'Bad news' Jacob was kicked out of the board of directors of Qualcomm, acquired NXP Ministry of Commerce returned from ministerial level

1. The former chairman of Qualcomm Jacobs will be kicked out of the board of directors due to privatization. 2. The Ministry of Commerce will refund Qualcomm's acquisition of NXP and return from the ministerial level to the staff level. 3. Qualcomm: The crisis has not yet been removed and there is an urgent need to return to growth. 4 optimistic about the Chinese market, ASMI expects China's performance will achieve three times this year's growth

1. Jacob former chairman of Qualcomm will be kicked out of the board of directors for privatization;

According to the report of the “New York Times” on March 17, Micronet’s Board of Directors stated that Paul Jacob’s proceeding with privatization will be nominated by the Qualcomm’s board of directors at the annual shareholders’ meeting on the 23rd.

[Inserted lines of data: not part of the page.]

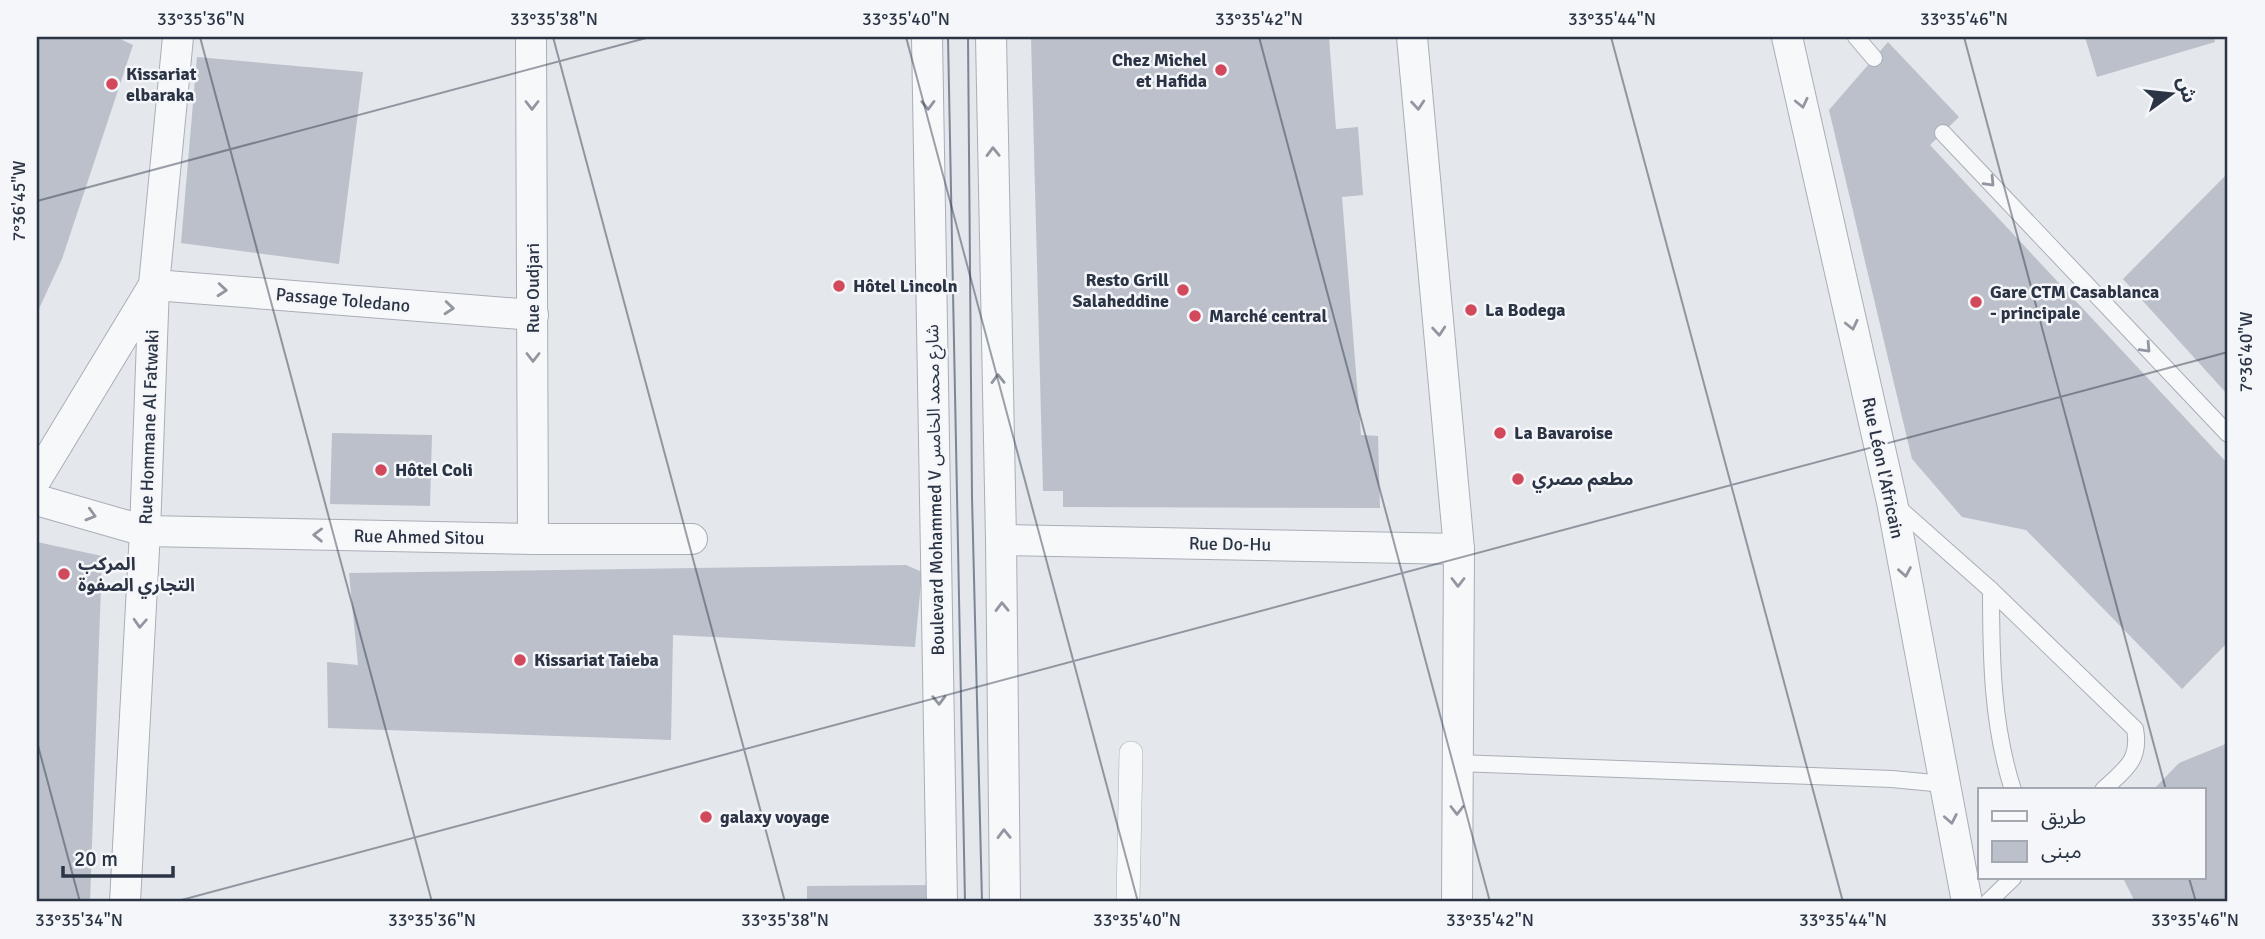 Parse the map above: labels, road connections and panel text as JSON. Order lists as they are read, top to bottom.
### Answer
{
  "streets": {
    "street": [
      "Rue Oudjari",
      "Passage Toledano",
      "Rue Hommane Al Fatwaki",
      "Rue Léon l'Africain",
      "Boulevard Mohammed V شارع محمد الخامس",
      "Rue Ahmed Sitou",
      "Rue Do-Hu"
    ]
  },
  "crossings": [
    ["Rue Oudjari", "Passage Toledano"],
    ["Rue Oudjari", "Rue Ahmed Sitou"],
    ["Passage Toledano", "Rue Hommane Al Fatwaki"],
    ["Rue Hommane Al Fatwaki", "Rue Ahmed Sitou"]
  ],
  "one_way": [
    "Rue Oudjari",
    "Passage Toledano",
    "Rue Hommane Al Fatwaki",
    "Rue Léon l'Africain"
  ],
  "places": [
    "Chez Michel et Hafida",
    "Kissariat elbaraka",
    "Hôtel Lincoln",
    "Resto Grill Salaheddine",
    "Gare CTM Casablanca - principale",
    "La Bodega",
    "Marché central",
    "La Bavaroise",
    "Hôtel Coli",
    "مطعم مصري",
    "المركب التجاري الصفوة",
    "Kissariat Taieba",
    "galaxy voyage"
  ],
  "legend": ["طريق", "مبنى"],
  "scale_bar": "20 m",
  "north": "right",
  "coordinates": [
    "33°35'36\"N",
    "33°35'38\"N",
    "33°35'40\"N",
    "33°35'42\"N",
    "33°35'44\"N",
    "33°35'46\"N",
    "7°36'45\"W",
    "7°36'40\"W",
    "33°35'34\"N"
  ]
}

Board members. This means that since the establishment of Qualcomm in 1985, Jacob family members will not appear in the top management institutions.

Paul Jacobs stated that at the present time, he was "disappointed and miserable" for the board to make such a decision. Paul Jacobs has served as chairman of the board since 2009 and retired on March 9 this year, but on the board of directors. Reservation of board seats.

On Tuesday, Paul Jacobs emailed to the board that he wanted to start the process of privatizing the company and had already approached potential consortiums, including Japan Softbank. Analysts pointed out that privatization made Qualcomm face the market. The volatility is more stable and conducive to the implementation of some long-term planning and investment.

Qualcomm’s current market value is approximately US$90 billion. It is not yet clear whether Jacob will eventually make a formal offer to Qualcomm. However, Qualcomm stated that if Jacobs made the offer, it’ll be responsible to shareholders. Attitude to evaluate it'.

According to sources, Jacobs has always been opposed to Broadcom’s acquisition of Qualcomm. However, in response to Broadcom’s acquisition, Jacobs gradually diverged from other board members, including CEO Molenkov.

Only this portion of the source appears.